What you are asked to do: Leave out the images and transcribe the entries below word for word.

□ □ □ □ □ □ □

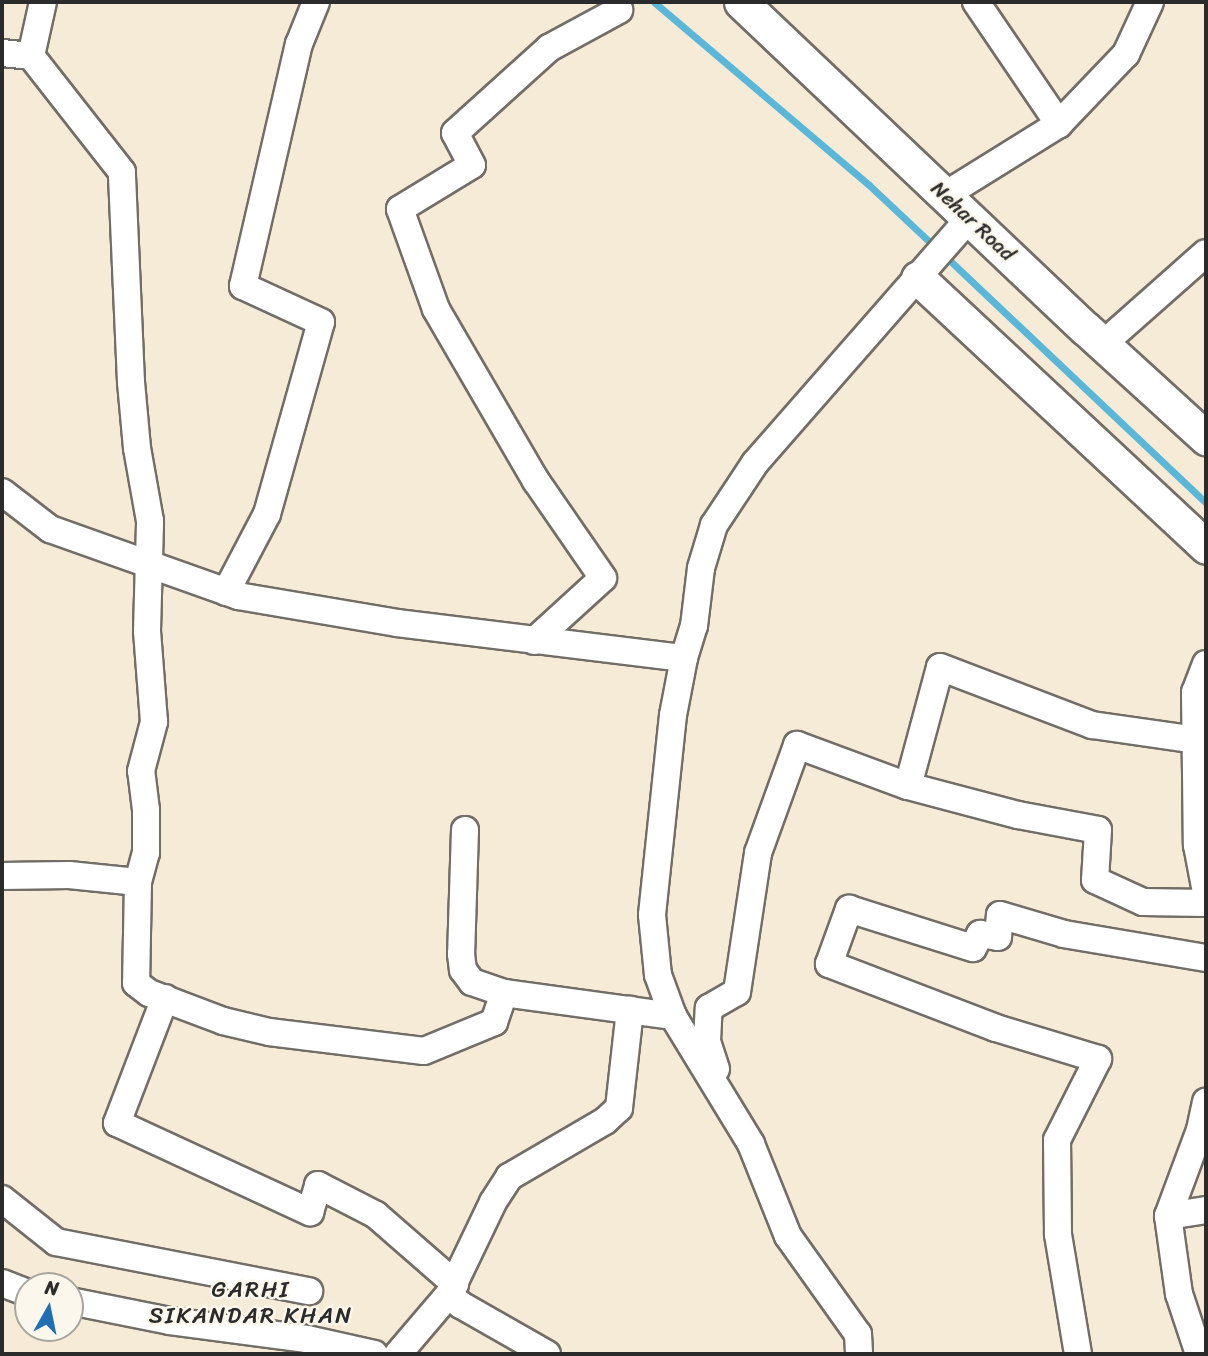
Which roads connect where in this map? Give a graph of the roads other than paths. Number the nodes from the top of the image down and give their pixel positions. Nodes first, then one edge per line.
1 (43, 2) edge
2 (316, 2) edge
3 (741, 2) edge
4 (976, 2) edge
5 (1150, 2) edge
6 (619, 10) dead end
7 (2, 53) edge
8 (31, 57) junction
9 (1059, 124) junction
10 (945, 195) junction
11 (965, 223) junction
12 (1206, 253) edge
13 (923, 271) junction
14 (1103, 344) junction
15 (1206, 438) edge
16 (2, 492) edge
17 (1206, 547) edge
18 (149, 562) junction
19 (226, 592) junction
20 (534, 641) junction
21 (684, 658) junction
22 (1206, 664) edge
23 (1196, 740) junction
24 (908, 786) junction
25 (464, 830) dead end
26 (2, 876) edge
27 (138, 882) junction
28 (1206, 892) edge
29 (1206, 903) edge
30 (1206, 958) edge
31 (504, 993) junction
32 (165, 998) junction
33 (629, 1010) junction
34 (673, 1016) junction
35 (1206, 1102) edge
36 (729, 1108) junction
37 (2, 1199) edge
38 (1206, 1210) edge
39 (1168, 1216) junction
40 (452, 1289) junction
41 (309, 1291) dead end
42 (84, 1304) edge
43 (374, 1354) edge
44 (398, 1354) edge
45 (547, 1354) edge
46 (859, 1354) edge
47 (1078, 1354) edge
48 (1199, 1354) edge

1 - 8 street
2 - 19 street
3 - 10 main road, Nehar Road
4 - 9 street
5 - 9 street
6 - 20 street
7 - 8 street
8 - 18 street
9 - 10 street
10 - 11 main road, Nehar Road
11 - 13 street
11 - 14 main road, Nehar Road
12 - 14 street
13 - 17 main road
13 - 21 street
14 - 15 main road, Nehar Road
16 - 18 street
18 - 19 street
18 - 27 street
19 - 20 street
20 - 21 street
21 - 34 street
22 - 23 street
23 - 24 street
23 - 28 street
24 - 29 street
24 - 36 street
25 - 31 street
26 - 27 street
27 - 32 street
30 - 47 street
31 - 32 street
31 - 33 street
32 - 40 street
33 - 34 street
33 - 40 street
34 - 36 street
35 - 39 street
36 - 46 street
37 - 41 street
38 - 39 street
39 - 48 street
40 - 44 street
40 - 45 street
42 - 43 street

□ □ □ □ □ □ □

Answer to the problem:
Which roads connect where in this map? Give a graph of the roads other than paths. Number the nodes from the top of the image down and give their pixel positions. Nodes first, then one edge per line.
1 (43, 2) edge
2 (316, 2) edge
3 (741, 2) edge
4 (976, 2) edge
5 (1150, 2) edge
6 (619, 10) dead end
7 (2, 53) edge
8 (31, 57) junction
9 (1059, 124) junction
10 (945, 195) junction
11 (965, 223) junction
12 (1206, 253) edge
13 (923, 271) junction
14 (1103, 344) junction
15 (1206, 438) edge
16 (2, 492) edge
17 (1206, 547) edge
18 (149, 562) junction
19 (226, 592) junction
20 (534, 641) junction
21 (684, 658) junction
22 (1206, 664) edge
23 (1196, 740) junction
24 (908, 786) junction
25 (464, 830) dead end
26 (2, 876) edge
27 (138, 882) junction
28 (1206, 892) edge
29 (1206, 903) edge
30 (1206, 958) edge
31 (504, 993) junction
32 (165, 998) junction
33 (629, 1010) junction
34 (673, 1016) junction
35 (1206, 1102) edge
36 (729, 1108) junction
37 (2, 1199) edge
38 (1206, 1210) edge
39 (1168, 1216) junction
40 (452, 1289) junction
41 (309, 1291) dead end
42 (84, 1304) edge
43 (374, 1354) edge
44 (398, 1354) edge
45 (547, 1354) edge
46 (859, 1354) edge
47 (1078, 1354) edge
48 (1199, 1354) edge

1 - 8 street
2 - 19 street
3 - 10 main road, Nehar Road
4 - 9 street
5 - 9 street
6 - 20 street
7 - 8 street
8 - 18 street
9 - 10 street
10 - 11 main road, Nehar Road
11 - 13 street
11 - 14 main road, Nehar Road
12 - 14 street
13 - 17 main road
13 - 21 street
14 - 15 main road, Nehar Road
16 - 18 street
18 - 19 street
18 - 27 street
19 - 20 street
20 - 21 street
21 - 34 street
22 - 23 street
23 - 24 street
23 - 28 street
24 - 29 street
24 - 36 street
25 - 31 street
26 - 27 street
27 - 32 street
30 - 47 street
31 - 32 street
31 - 33 street
32 - 40 street
33 - 34 street
33 - 40 street
34 - 36 street
35 - 39 street
36 - 46 street
37 - 41 street
38 - 39 street
39 - 48 street
40 - 44 street
40 - 45 street
42 - 43 street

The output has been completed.